_Your goal_
Search through the entries for the word "where" and copy every line that has it.

_Extracted material_
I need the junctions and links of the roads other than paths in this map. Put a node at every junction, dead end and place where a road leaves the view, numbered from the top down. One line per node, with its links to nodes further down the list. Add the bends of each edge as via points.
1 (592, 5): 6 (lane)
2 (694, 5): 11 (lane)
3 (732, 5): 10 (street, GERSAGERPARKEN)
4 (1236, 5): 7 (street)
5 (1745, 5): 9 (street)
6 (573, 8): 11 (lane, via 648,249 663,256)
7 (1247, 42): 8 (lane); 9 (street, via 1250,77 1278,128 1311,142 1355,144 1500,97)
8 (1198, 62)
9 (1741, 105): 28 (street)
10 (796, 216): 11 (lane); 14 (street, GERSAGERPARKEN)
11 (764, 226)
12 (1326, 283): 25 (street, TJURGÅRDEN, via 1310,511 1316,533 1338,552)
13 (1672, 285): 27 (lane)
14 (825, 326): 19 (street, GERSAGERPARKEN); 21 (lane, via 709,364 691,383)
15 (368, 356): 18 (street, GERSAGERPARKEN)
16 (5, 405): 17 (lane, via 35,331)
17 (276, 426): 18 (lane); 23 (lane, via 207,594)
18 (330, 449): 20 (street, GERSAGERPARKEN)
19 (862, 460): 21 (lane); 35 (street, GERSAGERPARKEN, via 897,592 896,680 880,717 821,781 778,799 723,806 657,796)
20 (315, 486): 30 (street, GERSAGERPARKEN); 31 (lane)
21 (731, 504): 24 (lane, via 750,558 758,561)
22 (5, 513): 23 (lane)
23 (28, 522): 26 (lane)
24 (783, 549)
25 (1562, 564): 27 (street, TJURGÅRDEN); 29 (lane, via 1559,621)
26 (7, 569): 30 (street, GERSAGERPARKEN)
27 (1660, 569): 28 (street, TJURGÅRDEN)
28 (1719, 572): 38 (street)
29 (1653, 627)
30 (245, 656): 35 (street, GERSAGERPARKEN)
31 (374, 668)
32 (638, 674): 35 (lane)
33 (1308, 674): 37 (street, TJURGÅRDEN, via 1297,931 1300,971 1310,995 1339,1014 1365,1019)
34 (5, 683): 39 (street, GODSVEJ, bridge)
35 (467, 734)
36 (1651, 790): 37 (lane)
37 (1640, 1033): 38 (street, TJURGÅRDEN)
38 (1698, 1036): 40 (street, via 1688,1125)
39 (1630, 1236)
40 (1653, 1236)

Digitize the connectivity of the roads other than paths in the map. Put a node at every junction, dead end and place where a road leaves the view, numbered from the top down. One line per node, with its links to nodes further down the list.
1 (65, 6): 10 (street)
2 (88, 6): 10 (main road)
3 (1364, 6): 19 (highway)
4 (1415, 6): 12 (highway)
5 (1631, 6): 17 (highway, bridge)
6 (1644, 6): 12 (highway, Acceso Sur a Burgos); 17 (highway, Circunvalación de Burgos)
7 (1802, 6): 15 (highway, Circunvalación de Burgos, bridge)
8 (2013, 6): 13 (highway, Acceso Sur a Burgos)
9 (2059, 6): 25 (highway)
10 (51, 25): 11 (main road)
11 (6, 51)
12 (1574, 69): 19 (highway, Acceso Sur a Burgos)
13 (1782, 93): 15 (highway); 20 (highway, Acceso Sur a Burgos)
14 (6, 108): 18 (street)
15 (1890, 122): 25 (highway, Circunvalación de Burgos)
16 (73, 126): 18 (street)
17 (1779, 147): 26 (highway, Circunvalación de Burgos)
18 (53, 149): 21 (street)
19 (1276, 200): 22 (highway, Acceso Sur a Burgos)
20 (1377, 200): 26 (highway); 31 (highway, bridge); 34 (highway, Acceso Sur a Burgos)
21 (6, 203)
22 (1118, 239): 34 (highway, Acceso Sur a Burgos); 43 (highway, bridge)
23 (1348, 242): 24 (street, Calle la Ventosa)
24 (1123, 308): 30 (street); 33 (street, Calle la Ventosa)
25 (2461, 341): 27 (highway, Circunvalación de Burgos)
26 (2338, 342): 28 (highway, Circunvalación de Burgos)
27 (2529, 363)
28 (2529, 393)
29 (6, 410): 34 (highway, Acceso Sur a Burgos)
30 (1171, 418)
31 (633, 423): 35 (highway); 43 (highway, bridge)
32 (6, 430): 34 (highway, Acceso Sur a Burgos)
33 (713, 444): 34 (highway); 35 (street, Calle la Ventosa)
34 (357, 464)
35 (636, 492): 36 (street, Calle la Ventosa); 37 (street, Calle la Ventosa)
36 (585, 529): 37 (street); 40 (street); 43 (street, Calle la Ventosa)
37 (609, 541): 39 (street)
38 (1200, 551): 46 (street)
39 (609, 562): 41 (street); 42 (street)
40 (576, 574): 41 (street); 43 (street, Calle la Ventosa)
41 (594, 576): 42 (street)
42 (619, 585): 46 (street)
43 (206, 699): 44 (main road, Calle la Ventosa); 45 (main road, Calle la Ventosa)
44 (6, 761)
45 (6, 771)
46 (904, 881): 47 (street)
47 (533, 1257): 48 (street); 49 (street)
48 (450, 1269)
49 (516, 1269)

_Solution for this exercise_
I need the junctions and links of the roads other than paths in this map. Put a node at every junction, dead end and place where a road leaves the view, numbered from the top down. One line per node, with its links to nodes further down the list. Add the bends of each edge as via points.
Digitize the connectivity of the roads other than paths in the map. Put a node at every junction, dead end and place where a road leaves the view, numbered from the top down. One line per node, with its links to nodes further down the list.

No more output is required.